The longevity of Y chromosomes: The Human Y chromosome is not dead (yet)

There are those who want us to believe that, given sufficient time, the human Y-chromosome (HY) will disappear (Graves, 2006). Their reasoning is simple and straightforward. Owing to lack of recombination the HY has degenerated in size and number of genes during its 300 million years of splendid isolation and there is nothing to prevent this process from continuation towards its impending demise. Still, although there are many strong arguments in favor of this hypothesis, there might be some hope.

This hope is based on two different lines of research. First, the two recently published complete chimpanzee Y-chromosome sequences enables a direct and detailed comparison between the Human Y-chromosome and its evolutionary closest relative (Hughes et al., 2005; Kuroki et al., 2006). From this, it appears that at least during the last 6 million years of human evolution the HY did not suffer from any detectable loss of genes. This cross-species comparison also revealed strong signals of purifying selection acting on expressed genes on the HY. It is the second line of evidence, described in some more detail below, which could explain at least in part this unexpected escape from extinction.

Obviously, recombination is not the only genomic redistribution mechanism. A continuous process of gene conversion, homologous recombination, inversion, deletion, and duplication events, influenced by purifying selection and hitchhiking could be sufficiently powerful to prevent the HY from its ultimate fate (Hughes et al., 2005). If this is true, the remarkable structural repetitive nature of the HY would no longer be a little understood byproduct of evolution, but actually serve an important purpose.
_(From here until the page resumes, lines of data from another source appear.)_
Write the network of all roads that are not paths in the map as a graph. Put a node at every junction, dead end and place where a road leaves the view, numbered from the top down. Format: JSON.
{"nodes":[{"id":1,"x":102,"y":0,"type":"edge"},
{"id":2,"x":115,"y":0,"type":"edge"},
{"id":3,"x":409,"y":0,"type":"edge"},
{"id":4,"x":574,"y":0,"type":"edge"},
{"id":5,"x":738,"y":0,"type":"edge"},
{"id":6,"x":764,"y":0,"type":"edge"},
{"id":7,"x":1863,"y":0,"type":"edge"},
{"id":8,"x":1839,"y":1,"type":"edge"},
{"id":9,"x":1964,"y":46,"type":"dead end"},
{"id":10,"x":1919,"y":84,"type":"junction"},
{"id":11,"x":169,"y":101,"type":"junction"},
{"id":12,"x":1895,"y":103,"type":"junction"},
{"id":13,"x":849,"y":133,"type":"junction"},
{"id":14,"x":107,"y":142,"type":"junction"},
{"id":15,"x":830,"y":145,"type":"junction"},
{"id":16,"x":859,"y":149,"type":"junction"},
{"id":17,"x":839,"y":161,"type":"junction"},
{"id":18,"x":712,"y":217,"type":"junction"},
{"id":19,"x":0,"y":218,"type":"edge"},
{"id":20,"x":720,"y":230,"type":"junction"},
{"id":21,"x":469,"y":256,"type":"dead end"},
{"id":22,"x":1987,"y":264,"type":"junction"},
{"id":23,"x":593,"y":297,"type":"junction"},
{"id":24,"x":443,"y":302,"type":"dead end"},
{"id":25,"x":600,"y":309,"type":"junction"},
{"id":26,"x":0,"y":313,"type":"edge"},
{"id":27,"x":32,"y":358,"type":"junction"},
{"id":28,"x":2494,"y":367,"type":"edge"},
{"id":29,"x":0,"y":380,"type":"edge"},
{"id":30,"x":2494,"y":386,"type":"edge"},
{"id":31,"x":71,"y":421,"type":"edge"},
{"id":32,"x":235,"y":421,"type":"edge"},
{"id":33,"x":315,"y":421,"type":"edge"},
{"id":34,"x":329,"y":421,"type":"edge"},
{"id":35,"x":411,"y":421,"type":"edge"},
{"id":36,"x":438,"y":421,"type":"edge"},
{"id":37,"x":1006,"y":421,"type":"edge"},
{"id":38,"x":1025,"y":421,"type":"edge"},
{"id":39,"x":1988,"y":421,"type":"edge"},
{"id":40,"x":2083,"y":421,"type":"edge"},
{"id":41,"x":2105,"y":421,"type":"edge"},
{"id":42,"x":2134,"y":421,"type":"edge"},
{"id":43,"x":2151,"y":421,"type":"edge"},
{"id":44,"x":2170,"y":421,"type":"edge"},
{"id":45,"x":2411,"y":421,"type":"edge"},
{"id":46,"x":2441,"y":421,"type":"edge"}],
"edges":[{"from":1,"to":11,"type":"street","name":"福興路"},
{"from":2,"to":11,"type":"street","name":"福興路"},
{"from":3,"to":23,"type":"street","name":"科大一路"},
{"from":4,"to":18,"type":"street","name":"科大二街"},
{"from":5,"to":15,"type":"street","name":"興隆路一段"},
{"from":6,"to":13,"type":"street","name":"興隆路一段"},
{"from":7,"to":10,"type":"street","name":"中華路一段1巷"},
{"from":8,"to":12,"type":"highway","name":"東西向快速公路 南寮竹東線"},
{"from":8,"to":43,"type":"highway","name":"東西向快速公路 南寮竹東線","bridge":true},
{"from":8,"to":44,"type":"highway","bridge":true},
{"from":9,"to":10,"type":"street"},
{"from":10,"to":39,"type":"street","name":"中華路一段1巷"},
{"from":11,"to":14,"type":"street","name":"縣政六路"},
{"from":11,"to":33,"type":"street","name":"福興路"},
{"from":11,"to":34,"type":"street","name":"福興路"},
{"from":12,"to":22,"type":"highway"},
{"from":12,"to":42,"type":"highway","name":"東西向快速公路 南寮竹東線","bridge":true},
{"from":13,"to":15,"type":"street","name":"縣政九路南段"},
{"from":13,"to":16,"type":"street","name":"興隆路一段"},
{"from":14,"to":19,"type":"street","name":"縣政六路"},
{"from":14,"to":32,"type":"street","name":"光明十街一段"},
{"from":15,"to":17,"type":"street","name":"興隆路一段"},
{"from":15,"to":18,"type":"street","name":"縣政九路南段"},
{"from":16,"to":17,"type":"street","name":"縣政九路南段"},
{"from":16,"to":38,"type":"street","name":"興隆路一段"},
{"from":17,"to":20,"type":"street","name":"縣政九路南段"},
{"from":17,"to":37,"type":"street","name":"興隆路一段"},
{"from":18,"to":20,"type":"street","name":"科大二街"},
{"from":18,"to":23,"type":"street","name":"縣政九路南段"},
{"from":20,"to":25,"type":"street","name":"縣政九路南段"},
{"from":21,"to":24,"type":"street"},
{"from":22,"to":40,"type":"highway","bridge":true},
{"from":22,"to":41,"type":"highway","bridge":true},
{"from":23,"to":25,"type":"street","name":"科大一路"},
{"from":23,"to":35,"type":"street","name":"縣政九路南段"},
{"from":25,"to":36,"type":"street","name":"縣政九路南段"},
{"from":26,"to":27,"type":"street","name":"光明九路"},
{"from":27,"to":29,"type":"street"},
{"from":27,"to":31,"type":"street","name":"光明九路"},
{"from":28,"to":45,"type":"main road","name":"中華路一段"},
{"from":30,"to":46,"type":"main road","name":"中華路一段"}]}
In a recent report, Repping et al. (2006) describe in much detail the remarkable flexibility of the HY. Their approach, involving a lot of work, is very simple and makes clever use of the availability of a stable and reliable phylogeny of all extant HY (YCC-consortium, 2002). They carefully selected 47 cell lines, each representing a distinct branch of the HY-tree, and analyzed these samples for the possible presence of nine large-scale structural polymorphisms. All structural polymorphisms observed among the 47 samples were superimposed on the fully resolved HY-phylogeny (see Figure 1). This enabled the authors to estimate the minimum number of structural mutations, per polymorphism. Without the HY-phylogeny, this would have been an almost impossible task. As the available HY-phylogeny could be biased (not based on randomly discovered mutations), the authors resequenced ∼80 kb in all 47 samples and discovered 94 new Y-chromosome SNPs. These SNPs produced an independently and unbiased HY-phylogeny which was near identical to the old one. Four frequently polymorphic structural variants were detected; the distal Yq heterochromatin, the TSPY array, the IR3 inversion, and AZFc, with lower bound mutation frequency estimate between 2.2 and 4.4 × 10⁻⁴. These remarkable high mutation rates approaches those of microsatellites. Another interesting observation is the predominance of inversions in AZFc, resulting in very few chromosomes with different gene copy numbers. This could be yet another confirmation of the hypothesis that natural selection has a prominent role in keeping extreme gene copy variation within acceptable limits. If true, this means that lack of recombination on the HY has been counterbalanced by similar efficient processes protecting this chromosome from accumulating deleterious variants. If this escape mechanism was sufficient protective for the last 6 million years, why not for ever?

Figure 1

The power of a stable phylogeny of the human Y-chromosome. Panel 1 shows the phylogeny of five hypothetical Y-chromosomes A–E. This phylogeny is based on nine non-recurrent mutations (indicated by black dots). The phylogeny is fully resolved. Chromosome A is the oldest, most ancestral Y-chromosome. Chromosomes C–E represents three recently derived Y-chromosomes. Panel 2 illustrates the screening results of a long-range repeat of each of the five Y-chromosomes. A and B have two copies of this repeat. C–E have only a single copy. This can be explained – assuming a minimal or most parsimonious mutation model – by a single deletion event (indicated by the encircled ‘−’) shortly before C, D, and E diverged from each other. Panels 3a and b illustrates a slightly more complex model. The deletion of a repeat in B and C can either be explained by two independent deletion events (3a) or a single deletion event, subsequently followed by two insertion events (indicated by an encircled ‘+’). In this case, the model in (3a) (involving only two mutational events) is preferred above (3b) (involving three mutational events. From this kind of information, with some assumptions, one can easily estimate the mutation frequency (in number of mutations per generation) of such numerical polymorphisms (explained in detail in the supplementary information of Repping et al., 2006). As most of the Y-chromosome does not recombine, the fully resolved phylogeny of extant human Y-chromosomes can be seen as a genetic archive where the order in time of almost all mutation events is preserved. Estimating the number of recurrent mutations is thus relatively simple. On the autosomes, because of recombination, such phylogenies are never fully resolved. This makes estimating recurrent mutation rates of large-scale structural variants a daunting task.